Each assignment will have a specific set of functional requirements and implementation requirements, and you will receive a grade sheet specifying the grading criteria for each assignment.

Distance Education

In addition to the classroom presentation, each lecture will be available through the Harvard Distance Learning facility. See the website http://www.extension.harvard.edu/DistanceEd/ for more details on how distance education is supported at Harvard Extension School.   The course website will have links to our course videos.

Text Books

There are two required texts:

1. Fowler, Martin, UML Distilled, Third Edition, Addison-Wesley, 2004
2. Freeman, Eric  & Robson, Elisabeth, Head First Design Patterns, First Edition, O’Reilly, 2004

Other lecture material will be in the form of notes that will be made available before the lecture.

Course Website

The URL for the course website is https://canvas.harvard.edu/courses/4078 . After the first two weeks of the semester you will need your Harvard ID and PIN to access the site.

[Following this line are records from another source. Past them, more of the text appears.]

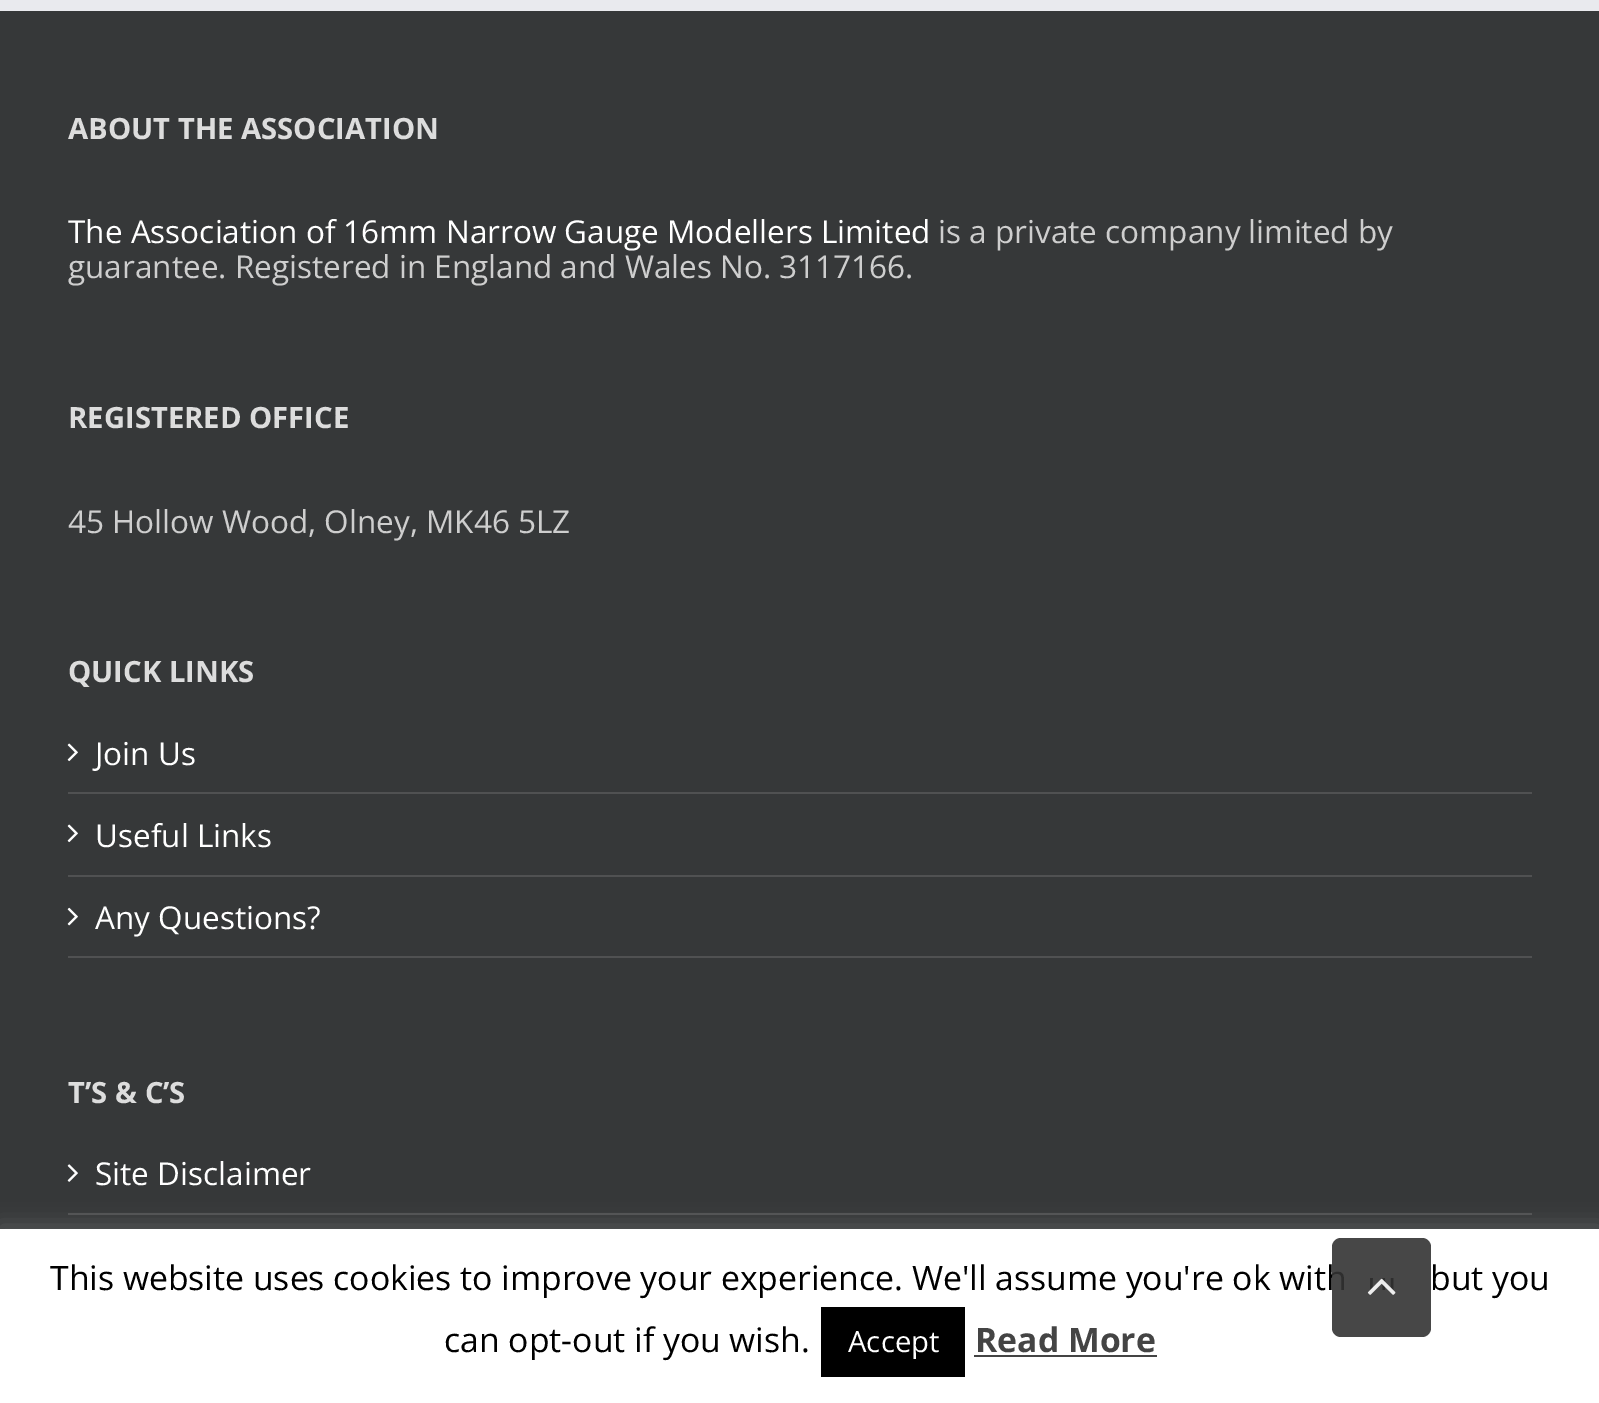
%!PS
<< /PageSize [1599 1403] /PageUsesTransparency true >> setpagedevice
/f/fill load def
/C { dup -16 bitshift 255 div exch dup -8 bitshift 255 and 255 div exch 255 and 255 div setrgbcolor } def
/F { [ exch dup neg 0 0 3 -1 roll 0 0 ] selectfont } def
/T { moveto show } def
/R { rectfill } def
/A { dup .setfillconstantalpha .setstrokeconstantalpha } def
/Q { 5 dict begin { /r /h /w /y /x } { exch def } forall
  x r add y moveto x w add y 2 copy h add r arct x w add y h add x 1 index r arct
  x y h add x y r arct x y 2 copy exch w add exch r arct closepath end } def
/S { 12 dict begin { /a /b /q /h /w /y /x } { exch def } forall gsave /was 0 def
  9 -2 -9 { dup b mul 4 div /e exch def 1 sub .425 mul 2.718 exch exp 1 add a .99 .min exch div /now exch def
    1 1 now sub 1 was sub div sub A /was now def
    w h .min e 2 mul add 0 gt { x e sub y e sub w e 2 mul add h e 2 mul add
      q e add b .6 mul add w h .min 2 div e add .min 0 .max Q fill } if } for grestore end } def
/I { 5 dict begin { /h /w /y /x /name } { exch def } forall
  gsave x y translate w h scale
  w h 8 [w 0 0 h 0 0] name (r) file false 3 colorimage grestore end } def
0 .pushpdf14devicefilter
0 1403 translate 1 -1 scale
4 setmiterlimit
16#363839 C
0 0 1599 1403 R
16#E9EAEE C
0 0 1599 11 R
/OpenSans-Bold 29.25 F
16#DDDDDD C
(ABOUT THE ASSOCIATION) 68 139 T
/OpenSans-Regular 31.5 F
16#FFFFFF C
(The Association of 16mm Narrow Gauge Modellers Limited) 68 243 T
16#CECECE C
(is a private company limited by) 938 243 T
(guarantee. Registered in England and Wales No. 3117166.) 68 278 T
/OpenSans-Bold 29.25 F
16#DDDDDD C
(REGISTERED OFFICE) 68 428 T
/OpenSans-Regular 31.5 F
16#CECECE C
(45 Hollow Wood, Olney, MK46 5LZ) 68 533 T
/OpenSans-Bold 29.25 F
16#DDDDDD C
(QUICK LINKS) 68 682 T
16#505152 C
68 792 1464 2 R
(1.rgb) 67 743 11 19 I
/OpenSans-Regular 31.5 F
16#FFFFFF C
(Join Us) 95 765 T
16#505152 C
68 875 1464 2 R
(1.rgb) 67 824 11 19 I
16#FFFFFF C
(Useful Links) 95 847 T
16#505152 C
68 956 1464 2 R
(2.rgb) 67 907 11 19 I
16#FFFFFF C
(Any Questions?) 95 929 T
/OpenSans-Bold 29.25 F
16#DDDDDD C
(T’S & C’S) 68 1103 T
16#505152 C
68 1213 1464 2 R
(3.rgb) 67 1164 11 18 I
/OpenSans-Regular 31.5 F
16#FFFFFF C
(Site Disclaimer) 95 1185 T
16#ACABAB C
0 1226 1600 176 0 11 .3 S
16#FFFFFF C
0 1229 1599 174 R
/OpenSans-Regular 33.75 F
16#000000 C
(This website uses cookies to improve your experience. We'll assume you're ok with) 50 1290 T
0.9 A
16#333333 C
1332 1238 99 99 9 Q f
1 A
(4.rgb) 1367 1278 29 17 I
16#000000 C
(but you) 1430 1290 T
(can opt-out if you wish.) 444 1352 T
821 1307 144 70 R
/OpenSans-Regular 29.25 F
16#FFFFFF C
(Accept) 848 1352 T
/OpenSans-Bold 33.75 F
16#444444 C
(Read More) 975 1352 T
974 1355 183 2 R
.poppdf14devicefilter showpage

All lecture slides, assignments, and related course material, including this syllabus, will be given out in hard-copy format in class, and will also be available in pdf format (readable via Adobe Acrobat) through the course website .

Class Schedule

Class meeting dates and assignment due dates are as follows:

9/3/2015 (thurs)	Lecture 1 - Assignment 1 handed out
9/9/2015 (wed)	First Section
9/10/2015 (thurs)	Lecture 2 - UML and Class Diagrams
9/16/2015(wed)	Assignment 1 due
9/17/2015(thurs)	Lecture 3 - Assignment 2 handed out
9/24/2015(thurs)	Lecture 4
10/1/2015(thurs)	Lecture 5
10/7/2015(wed)	Assignment 2 due
10/8/2015(thurs)	Lecture 6 - Assignment 3 handed out
10/15/2015(thurs)	Lecture 7
10/22/2015(thurs)	Lecture 8
10/28/2015(wed)	Assignment 3 due
10/29/2015(thurs)	Lecture 9 - Assignment 4 handed out
11/5/2015(thurs)	Lecture 10
11/12/2015(thurs)	Lecture 11
11/18/2015 (wed)	Assignment 4 due
11/19/2015(thurs)	Lecture 12 - Final Assignment handed out
11/26/2015(thurs)	Thanksgiving Break, no class
12/3/2015(thurs)	Last Lecture
12/9/2015(wed)	Final Assignment Due

 

Assignments must be submitted by midnight EST on due date.  

References

The books and websites listed here are optional references for your own out-of-class reading.

References on Design Patterns

• John Vlissides, Pattern Hatching - Design Patterns Applied, Addison-Wesley, 1998.

References on UML

• The most recent UML specifications can be found at http://www.omg.org
• Hans-Erik Eriksson, Magnus Penker, Brian Lyons, David Fado, UML 2 Toolkit, OMG Press, 2004

References on Java

• Ken Arnold and James Gosling, The Java Programming Language, Addison-Wesley, 1996.
• David Flanagan, Java in a Nutshell, umpteenth Edition, O'Reilly
• See http://www.oracle.com/technetwork/java/index.html for lots of documentation, articles and commentary, as well as to download JDK 1.6 (free).

Other Interesting Books

• Frederick Brooks, The Mythical Man-Month, Addison-Wesley, 1995 (includes a reprint of "No Silver Bullet: Essence and Accident in Software Engineering")
• Frederick Brooks, The Design of Design, Addison-Wesley, 2010
• Frank Buschmann et al, Pattern-Oriented Software Architecture – A System of Patterns, John Wiley, 1995.  Chapter 6 includes a good description of principles for software design.
• Paul Clements et al, Documenting Software Architectures – Views and Beyond, Addison-Wesley, 2003.  The first half of this book is a marvelous introduction to terminology and prescriptions for documenting software designs.
• James P. Womack et al, The Machine that Changed the World: The Story of Lean Production, Free Press, 2007.  This book provides a excellent overview of the importance of process in the quest for product quality.  While about the auto industry, the concepts can be applied to software development and the application of the software design methods learned in this class.